UNESCO World Heritage Site
- Official name: Casita del Príncipe
- Criteria: Cultural: (i)(ii)(vi)
- Designated: 1984 (8th session)
- Part of: Monastery and Site of the Escurial, Madrid
- Reference no.: 318
- Location: Community of Madrid, Spain

Spanish Cultural Heritage
- Official name: Casita del Príncipe
- Type: Non-movable
- Criteria: Monument
- Designated: 1992
- Reference no.: RI-51-0007308

= Casita del Príncipe (El Escorial) =

Cultural property in El Escorial, Spain

The Casita del Príncipe (Cottage of the Prince) is an eighteenth-century building located in San Lorenzo de El Escorial, Spain. It was designed by the neoclassical architect Juan de Villanueva for the private use of the heir to the Spanish throne Charles, Prince of Asturias, and his wife Maria Luisa. It was constructed in the 1770s and extended in the 1780s.

The word casita is the diminutive of the Spanish word for "house". The building was designed without bedrooms, as its owners slept in the palace which had been built two centuries earlier for Philip II. Such buildings gave their royal occupants the opportunity to escape some of the formalities of court life. The Petit Trianon at Versailles offers a French example of the phenomenon.

== Setting ==
The building is set in a formal garden. The garden is in turn set in a walled park.

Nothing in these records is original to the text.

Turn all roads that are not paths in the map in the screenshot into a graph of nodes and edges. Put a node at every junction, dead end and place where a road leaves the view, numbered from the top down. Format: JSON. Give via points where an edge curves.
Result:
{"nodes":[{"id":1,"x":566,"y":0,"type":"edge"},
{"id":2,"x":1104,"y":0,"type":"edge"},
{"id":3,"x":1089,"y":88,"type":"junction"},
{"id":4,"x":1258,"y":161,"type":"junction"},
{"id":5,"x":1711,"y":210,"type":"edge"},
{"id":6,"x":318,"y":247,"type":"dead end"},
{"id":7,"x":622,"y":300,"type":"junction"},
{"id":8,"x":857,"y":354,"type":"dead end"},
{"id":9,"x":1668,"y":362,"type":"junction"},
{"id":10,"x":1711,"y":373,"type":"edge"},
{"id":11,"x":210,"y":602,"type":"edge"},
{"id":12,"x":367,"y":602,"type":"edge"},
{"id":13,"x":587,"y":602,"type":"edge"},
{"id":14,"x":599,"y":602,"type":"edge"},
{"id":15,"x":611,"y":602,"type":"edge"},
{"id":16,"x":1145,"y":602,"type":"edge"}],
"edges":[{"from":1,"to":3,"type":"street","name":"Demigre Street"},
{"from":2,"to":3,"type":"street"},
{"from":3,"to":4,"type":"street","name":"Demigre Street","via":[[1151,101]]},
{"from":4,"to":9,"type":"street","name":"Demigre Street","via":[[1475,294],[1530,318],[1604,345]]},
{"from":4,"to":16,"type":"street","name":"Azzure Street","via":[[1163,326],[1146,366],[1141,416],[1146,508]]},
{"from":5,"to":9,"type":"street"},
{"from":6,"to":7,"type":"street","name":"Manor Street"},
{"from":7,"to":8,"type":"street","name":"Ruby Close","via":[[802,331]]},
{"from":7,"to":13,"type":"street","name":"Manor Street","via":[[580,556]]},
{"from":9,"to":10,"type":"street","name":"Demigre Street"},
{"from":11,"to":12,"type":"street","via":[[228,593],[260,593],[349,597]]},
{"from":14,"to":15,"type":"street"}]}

The garden, which is on several levels, is delineated by box hedges in 18th century style. It also features some exotic conifers, such as Sequoiadendron giganteum, a species introduced to Europe in the 19th century, and Abies nordmanniana (see note).

== Interior ==
The interior is decorated in neoclassical style with some Pompeian influence.

There is a Sala de Porcelana on the upper floor. This room features jasperware plaques in neoclassical style. Reminiscent of the work of the English Wedgwood company, the plaques were made in Madrid in the 1790s by the Real Fábrica del Buen Retiro.

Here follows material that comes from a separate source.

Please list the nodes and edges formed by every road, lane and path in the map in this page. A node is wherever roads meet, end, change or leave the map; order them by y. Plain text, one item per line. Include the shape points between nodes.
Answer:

== Conservation and access ==
The building is protected as part of a World Heritage Site.
Under Spanish law it was declared Bien de Interés Cultural in 1992.

Guided tours of the ground floor are offered by the Spanish heritage organisation Patrimonio Nacional, and tickets can be obtained at the property.

== See also ==

- Imperial Route of the Community of Madrid

=== Related buildings ===
- Casita del Príncipe (El Pardo): Villanueva designed another building called Casita del Príncipe, for the same royal client. This later building is also in the proximity of a royal palace, that of El Pardo.
- Casita del Infante: Villaneuva designed another house in El Escorial, the Casita del Infante, for the Prince's younger brother Gabriel. The two "casitas" form a pair, with the Casita del Infante having the alternative name of the Casita de Arriba (the upper casita) indicating its position relative to the Casita del Príncipe.

== Notes ==
1. The conifers are associated with the national forestry school which was moved to El Escorial in the late 19th century (Real Orden de Regencia. 25.10.1869).